Merz dit qu'il « ne partage pas le langage » attribué à Kallas, comparant Israël à l'apartheid sud-africain


Frédéric Merz

– Europa Presse/Contact/BENOIT DOPPAGNE

BRUXELLES, 18 juin (EUROPA PRESS) –

Le chancelier allemand Friedrich Merz a déclaré jeudi depuis Bruxelles qu'il ne partageait pas le « langage » attribué au haut représentant pour la politique étrangère de l'UE, Kaja Kallas, lors d'une réunion à huis clos au cours de laquelle il aurait comparé Israël à l'apartheid sud-africain et qui a amené le ministre israélien des Affaires étrangères, Gideon Saar, à rompre les contacts avec le chef de la diplomatie européenne.

« Je ne partage pas ce choix de langage », a déclaré le conservateur allemand à son arrivée au Conseil européen qui réunit les chefs d'État et de gouvernement de l'UE à Bruxelles, interrogé sur les propos controversés attribués à Kallas, même si la dirigeante estonienne n'a pas voulu préciser si elle les avait prononcés ou non.

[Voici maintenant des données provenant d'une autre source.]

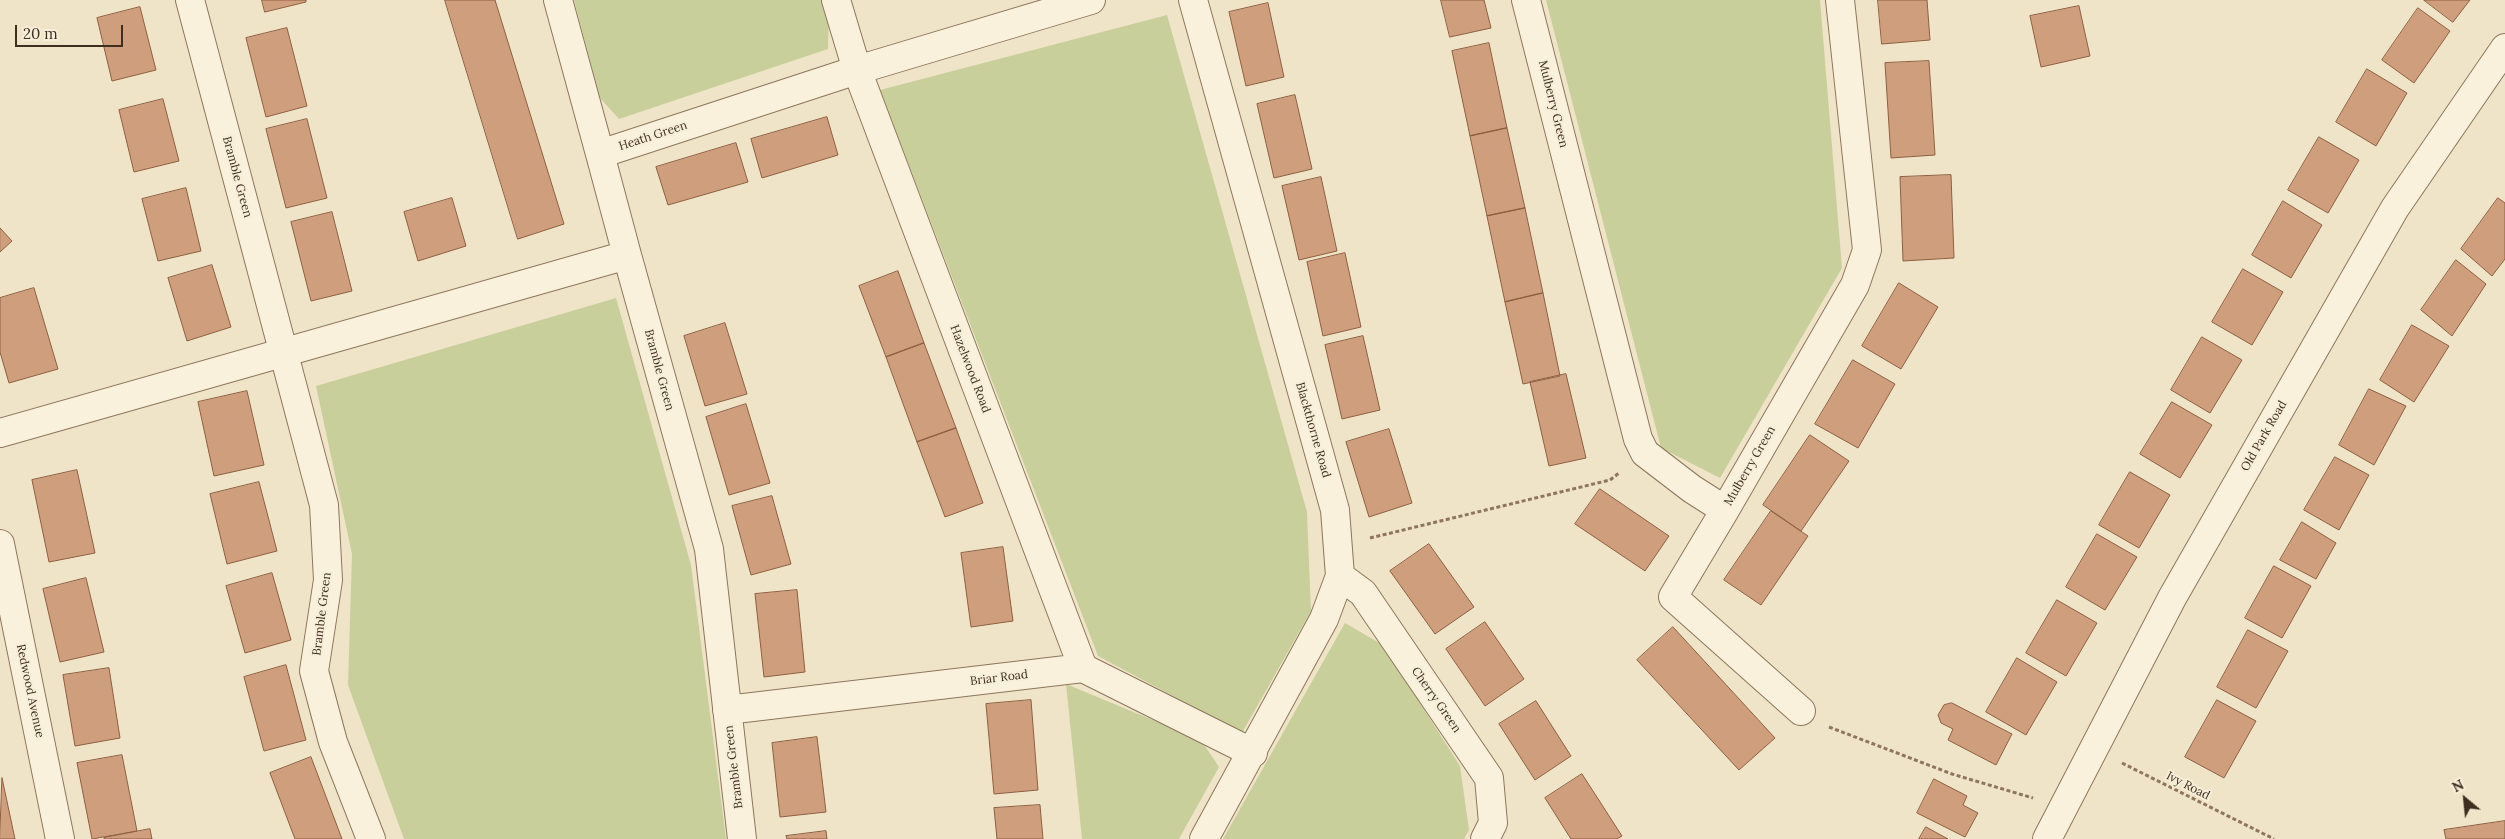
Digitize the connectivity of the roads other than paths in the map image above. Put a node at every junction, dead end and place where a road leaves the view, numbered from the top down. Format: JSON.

Les dirigeants de l’Union européenne envisagent de consacrer une partie du sommet, lors de la deuxième séance de vendredi, à discuter de la situation au Moyen-Orient, au moment où près d’une douzaine de pays, dont l’Espagne, demandent à l’UE d’envisager des sanctions contre Israël.

La Sarre a annoncé ce jeudi la cessation de tout contact avec la Haute Représentante en représailles aux informations publiées la semaine dernière par le numérique européen Euroactiv qui, citant des sources diplomatiques, assurait que Kallas définissait Israël en ces termes.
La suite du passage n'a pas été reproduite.